Content starts

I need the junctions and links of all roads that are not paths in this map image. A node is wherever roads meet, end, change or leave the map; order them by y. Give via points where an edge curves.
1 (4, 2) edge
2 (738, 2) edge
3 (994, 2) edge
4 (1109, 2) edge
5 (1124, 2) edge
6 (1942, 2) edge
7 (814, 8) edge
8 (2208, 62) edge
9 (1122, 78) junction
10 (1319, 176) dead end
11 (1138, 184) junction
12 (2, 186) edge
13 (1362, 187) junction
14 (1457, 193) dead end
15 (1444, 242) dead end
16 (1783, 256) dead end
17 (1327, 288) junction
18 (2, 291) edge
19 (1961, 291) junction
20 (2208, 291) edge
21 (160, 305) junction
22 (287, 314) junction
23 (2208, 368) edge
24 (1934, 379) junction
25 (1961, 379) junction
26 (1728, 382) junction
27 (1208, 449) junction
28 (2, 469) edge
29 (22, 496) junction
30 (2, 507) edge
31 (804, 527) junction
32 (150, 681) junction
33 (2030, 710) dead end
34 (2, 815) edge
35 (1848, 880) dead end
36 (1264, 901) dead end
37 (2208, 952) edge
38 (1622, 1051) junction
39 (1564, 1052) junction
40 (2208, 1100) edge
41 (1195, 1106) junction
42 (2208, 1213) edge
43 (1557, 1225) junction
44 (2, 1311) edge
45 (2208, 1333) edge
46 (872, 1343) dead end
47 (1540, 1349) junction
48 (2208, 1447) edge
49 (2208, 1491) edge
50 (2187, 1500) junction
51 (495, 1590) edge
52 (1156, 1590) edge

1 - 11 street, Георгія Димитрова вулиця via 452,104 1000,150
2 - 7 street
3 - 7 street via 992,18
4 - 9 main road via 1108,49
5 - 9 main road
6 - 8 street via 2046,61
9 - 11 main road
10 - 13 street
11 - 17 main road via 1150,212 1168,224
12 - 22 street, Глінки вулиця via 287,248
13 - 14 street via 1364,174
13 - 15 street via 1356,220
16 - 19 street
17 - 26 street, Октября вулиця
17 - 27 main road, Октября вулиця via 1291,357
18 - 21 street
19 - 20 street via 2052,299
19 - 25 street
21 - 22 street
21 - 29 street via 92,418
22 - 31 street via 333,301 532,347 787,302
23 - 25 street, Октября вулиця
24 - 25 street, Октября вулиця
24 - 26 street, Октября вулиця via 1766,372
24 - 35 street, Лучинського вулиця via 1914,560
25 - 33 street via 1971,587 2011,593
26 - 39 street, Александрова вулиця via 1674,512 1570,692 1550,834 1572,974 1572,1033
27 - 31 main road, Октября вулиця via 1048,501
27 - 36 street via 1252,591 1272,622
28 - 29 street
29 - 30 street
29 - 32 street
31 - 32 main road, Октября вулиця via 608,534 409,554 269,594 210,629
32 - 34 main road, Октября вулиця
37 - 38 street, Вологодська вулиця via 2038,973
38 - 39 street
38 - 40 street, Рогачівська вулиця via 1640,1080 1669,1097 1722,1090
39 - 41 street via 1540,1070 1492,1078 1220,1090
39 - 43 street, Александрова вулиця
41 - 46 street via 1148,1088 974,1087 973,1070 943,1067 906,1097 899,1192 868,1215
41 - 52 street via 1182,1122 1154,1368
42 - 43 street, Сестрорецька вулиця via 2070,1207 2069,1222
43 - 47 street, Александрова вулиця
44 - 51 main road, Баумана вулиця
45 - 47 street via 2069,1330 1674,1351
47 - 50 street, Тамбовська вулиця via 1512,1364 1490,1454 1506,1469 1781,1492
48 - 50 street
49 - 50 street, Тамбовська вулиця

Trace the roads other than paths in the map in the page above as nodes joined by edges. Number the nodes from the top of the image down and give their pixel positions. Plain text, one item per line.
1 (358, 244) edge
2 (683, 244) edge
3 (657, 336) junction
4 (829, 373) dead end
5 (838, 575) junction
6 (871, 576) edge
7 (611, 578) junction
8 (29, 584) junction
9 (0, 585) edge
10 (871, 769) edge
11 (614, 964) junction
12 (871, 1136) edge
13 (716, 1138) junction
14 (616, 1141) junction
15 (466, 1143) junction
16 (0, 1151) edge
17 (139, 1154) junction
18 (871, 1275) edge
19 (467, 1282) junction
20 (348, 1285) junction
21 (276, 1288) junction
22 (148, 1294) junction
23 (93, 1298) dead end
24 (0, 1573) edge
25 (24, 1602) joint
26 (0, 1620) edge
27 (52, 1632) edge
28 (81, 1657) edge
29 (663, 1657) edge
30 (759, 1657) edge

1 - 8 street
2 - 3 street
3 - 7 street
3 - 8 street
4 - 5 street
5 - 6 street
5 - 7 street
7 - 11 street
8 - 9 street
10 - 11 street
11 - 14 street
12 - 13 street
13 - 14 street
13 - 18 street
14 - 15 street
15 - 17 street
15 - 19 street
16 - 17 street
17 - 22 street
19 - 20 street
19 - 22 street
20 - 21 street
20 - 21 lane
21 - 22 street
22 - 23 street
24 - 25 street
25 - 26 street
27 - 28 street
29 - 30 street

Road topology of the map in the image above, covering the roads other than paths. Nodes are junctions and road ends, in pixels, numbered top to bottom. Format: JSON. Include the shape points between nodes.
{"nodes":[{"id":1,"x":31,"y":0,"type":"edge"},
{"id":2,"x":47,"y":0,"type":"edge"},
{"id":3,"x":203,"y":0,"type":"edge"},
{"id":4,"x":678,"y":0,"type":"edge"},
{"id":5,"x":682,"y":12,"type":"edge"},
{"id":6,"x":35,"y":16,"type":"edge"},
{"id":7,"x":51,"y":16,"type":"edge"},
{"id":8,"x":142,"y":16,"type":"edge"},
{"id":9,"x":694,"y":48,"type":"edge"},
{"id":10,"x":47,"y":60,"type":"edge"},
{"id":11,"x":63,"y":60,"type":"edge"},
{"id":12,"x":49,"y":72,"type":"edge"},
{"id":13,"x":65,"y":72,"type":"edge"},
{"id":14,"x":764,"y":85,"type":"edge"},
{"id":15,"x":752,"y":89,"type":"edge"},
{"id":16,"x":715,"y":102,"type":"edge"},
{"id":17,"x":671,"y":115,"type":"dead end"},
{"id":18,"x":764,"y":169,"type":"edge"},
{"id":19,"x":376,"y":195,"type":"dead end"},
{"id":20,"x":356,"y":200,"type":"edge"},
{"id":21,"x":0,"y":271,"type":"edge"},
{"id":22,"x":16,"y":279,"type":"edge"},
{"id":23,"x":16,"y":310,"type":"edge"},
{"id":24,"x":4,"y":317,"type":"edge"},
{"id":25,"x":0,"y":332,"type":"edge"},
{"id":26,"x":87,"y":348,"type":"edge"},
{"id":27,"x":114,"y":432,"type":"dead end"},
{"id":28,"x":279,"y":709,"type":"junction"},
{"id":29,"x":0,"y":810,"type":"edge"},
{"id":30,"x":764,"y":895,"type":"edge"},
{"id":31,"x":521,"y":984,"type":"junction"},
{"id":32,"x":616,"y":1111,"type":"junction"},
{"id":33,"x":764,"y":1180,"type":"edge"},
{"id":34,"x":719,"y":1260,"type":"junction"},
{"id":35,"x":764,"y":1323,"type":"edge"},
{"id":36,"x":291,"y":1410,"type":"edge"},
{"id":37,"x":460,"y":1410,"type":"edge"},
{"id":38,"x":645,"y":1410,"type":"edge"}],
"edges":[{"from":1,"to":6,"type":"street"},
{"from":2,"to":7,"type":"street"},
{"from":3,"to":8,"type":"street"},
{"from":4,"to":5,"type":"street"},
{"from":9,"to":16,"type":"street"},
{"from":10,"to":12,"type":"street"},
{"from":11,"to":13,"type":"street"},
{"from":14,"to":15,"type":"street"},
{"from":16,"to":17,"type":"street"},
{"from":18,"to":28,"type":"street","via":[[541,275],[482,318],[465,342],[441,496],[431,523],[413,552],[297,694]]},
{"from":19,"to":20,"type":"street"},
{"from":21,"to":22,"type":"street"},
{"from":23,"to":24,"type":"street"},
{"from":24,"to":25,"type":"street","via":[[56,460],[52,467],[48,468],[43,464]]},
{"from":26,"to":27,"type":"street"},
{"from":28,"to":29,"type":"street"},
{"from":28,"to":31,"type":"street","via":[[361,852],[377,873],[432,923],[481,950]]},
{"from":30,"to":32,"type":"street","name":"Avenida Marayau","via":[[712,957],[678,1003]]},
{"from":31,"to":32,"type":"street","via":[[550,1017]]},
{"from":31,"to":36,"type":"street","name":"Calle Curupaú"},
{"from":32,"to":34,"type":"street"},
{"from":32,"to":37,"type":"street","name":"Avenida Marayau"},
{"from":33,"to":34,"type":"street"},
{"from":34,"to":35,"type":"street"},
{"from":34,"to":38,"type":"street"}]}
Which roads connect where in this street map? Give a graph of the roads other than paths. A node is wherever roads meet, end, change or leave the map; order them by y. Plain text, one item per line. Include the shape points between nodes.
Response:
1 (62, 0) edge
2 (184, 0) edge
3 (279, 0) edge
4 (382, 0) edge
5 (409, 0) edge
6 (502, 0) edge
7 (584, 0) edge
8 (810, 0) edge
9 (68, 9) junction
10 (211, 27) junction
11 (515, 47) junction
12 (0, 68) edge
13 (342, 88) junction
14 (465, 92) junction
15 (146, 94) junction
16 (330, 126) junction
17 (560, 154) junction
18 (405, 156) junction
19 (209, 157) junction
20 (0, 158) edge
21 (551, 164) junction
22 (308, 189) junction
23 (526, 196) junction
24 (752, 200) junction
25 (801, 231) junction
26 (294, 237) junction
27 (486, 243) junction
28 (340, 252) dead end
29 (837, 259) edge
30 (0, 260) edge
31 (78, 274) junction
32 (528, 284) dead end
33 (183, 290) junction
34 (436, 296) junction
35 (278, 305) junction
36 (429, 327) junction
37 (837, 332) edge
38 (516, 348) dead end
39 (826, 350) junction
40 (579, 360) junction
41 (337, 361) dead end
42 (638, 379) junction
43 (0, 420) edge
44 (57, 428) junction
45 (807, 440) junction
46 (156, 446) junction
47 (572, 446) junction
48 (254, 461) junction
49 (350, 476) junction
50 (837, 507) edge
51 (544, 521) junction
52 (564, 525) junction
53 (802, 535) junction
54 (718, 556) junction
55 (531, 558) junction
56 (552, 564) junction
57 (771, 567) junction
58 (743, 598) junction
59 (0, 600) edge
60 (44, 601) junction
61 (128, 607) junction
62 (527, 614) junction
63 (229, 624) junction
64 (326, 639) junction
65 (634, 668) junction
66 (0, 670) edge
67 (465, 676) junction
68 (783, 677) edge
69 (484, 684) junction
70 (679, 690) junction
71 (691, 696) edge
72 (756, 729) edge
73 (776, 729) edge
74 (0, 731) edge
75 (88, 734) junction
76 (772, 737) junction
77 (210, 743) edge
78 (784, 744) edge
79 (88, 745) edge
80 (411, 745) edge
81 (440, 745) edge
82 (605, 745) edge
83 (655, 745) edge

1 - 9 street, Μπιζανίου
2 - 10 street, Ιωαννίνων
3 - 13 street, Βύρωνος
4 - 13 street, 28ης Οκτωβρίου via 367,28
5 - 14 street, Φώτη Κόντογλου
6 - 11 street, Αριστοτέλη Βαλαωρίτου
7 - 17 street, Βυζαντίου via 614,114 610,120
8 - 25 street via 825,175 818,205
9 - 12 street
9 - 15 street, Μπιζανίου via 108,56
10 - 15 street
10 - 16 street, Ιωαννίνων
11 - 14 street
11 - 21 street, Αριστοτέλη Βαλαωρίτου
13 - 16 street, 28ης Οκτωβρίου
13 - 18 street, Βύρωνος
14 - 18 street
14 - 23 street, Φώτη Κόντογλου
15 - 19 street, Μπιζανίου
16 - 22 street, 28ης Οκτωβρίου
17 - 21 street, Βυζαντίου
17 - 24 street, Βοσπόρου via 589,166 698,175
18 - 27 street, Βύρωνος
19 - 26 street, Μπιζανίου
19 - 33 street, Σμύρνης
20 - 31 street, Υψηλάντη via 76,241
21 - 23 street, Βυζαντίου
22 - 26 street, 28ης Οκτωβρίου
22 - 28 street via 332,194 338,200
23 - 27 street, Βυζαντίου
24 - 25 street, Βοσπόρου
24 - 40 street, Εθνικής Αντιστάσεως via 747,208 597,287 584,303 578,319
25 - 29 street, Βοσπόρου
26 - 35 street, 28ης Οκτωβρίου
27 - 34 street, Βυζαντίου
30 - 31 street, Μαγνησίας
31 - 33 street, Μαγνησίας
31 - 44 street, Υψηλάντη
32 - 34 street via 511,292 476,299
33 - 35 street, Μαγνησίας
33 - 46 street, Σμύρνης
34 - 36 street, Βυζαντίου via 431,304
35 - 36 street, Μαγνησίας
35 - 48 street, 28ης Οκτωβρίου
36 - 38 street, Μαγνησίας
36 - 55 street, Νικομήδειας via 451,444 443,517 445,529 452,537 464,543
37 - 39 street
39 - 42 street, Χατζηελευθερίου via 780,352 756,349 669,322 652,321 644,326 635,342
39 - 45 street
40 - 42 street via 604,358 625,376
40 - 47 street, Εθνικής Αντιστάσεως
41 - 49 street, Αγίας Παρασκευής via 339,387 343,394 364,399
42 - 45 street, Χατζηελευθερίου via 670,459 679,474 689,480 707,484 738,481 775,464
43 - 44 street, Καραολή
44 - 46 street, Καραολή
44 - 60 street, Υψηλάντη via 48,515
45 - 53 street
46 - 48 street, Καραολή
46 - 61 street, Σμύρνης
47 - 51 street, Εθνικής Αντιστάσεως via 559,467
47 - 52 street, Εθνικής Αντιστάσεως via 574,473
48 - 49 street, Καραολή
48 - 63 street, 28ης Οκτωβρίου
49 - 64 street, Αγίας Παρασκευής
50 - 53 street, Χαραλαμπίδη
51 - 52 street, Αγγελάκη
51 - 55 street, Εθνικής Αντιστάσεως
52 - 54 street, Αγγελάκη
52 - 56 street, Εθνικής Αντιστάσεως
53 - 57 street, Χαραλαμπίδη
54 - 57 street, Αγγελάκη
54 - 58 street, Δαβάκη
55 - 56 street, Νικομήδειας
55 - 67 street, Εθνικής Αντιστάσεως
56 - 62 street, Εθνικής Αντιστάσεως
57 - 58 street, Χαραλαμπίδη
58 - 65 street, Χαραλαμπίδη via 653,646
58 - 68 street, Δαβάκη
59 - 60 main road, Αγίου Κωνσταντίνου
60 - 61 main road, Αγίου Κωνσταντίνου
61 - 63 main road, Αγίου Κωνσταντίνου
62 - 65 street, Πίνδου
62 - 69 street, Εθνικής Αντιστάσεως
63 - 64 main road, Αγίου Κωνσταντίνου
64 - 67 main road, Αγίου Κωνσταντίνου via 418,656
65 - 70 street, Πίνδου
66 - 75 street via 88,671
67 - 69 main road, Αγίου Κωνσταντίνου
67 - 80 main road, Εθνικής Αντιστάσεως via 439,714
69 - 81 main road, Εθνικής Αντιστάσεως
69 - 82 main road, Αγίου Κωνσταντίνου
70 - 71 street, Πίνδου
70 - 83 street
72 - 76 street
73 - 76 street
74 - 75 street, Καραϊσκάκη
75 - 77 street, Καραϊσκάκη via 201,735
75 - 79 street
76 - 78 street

Content ends

## WHAT IS EXPECTED
Each line of the data that contains "Октября" belongs in the answer.

## WRITTEN SOLUTION
17 - 26 street, Октября вулиця
17 - 27 main road, Октября вулиця via 1291,357
23 - 25 street, Октября вулиця
24 - 25 street, Октября вулиця
24 - 26 street, Октября вулиця via 1766,372
27 - 31 main road, Октября вулиця via 1048,501
31 - 32 main road, Октября вулиця via 608,534 409,554 269,594 210,629
32 - 34 main road, Октября вулиця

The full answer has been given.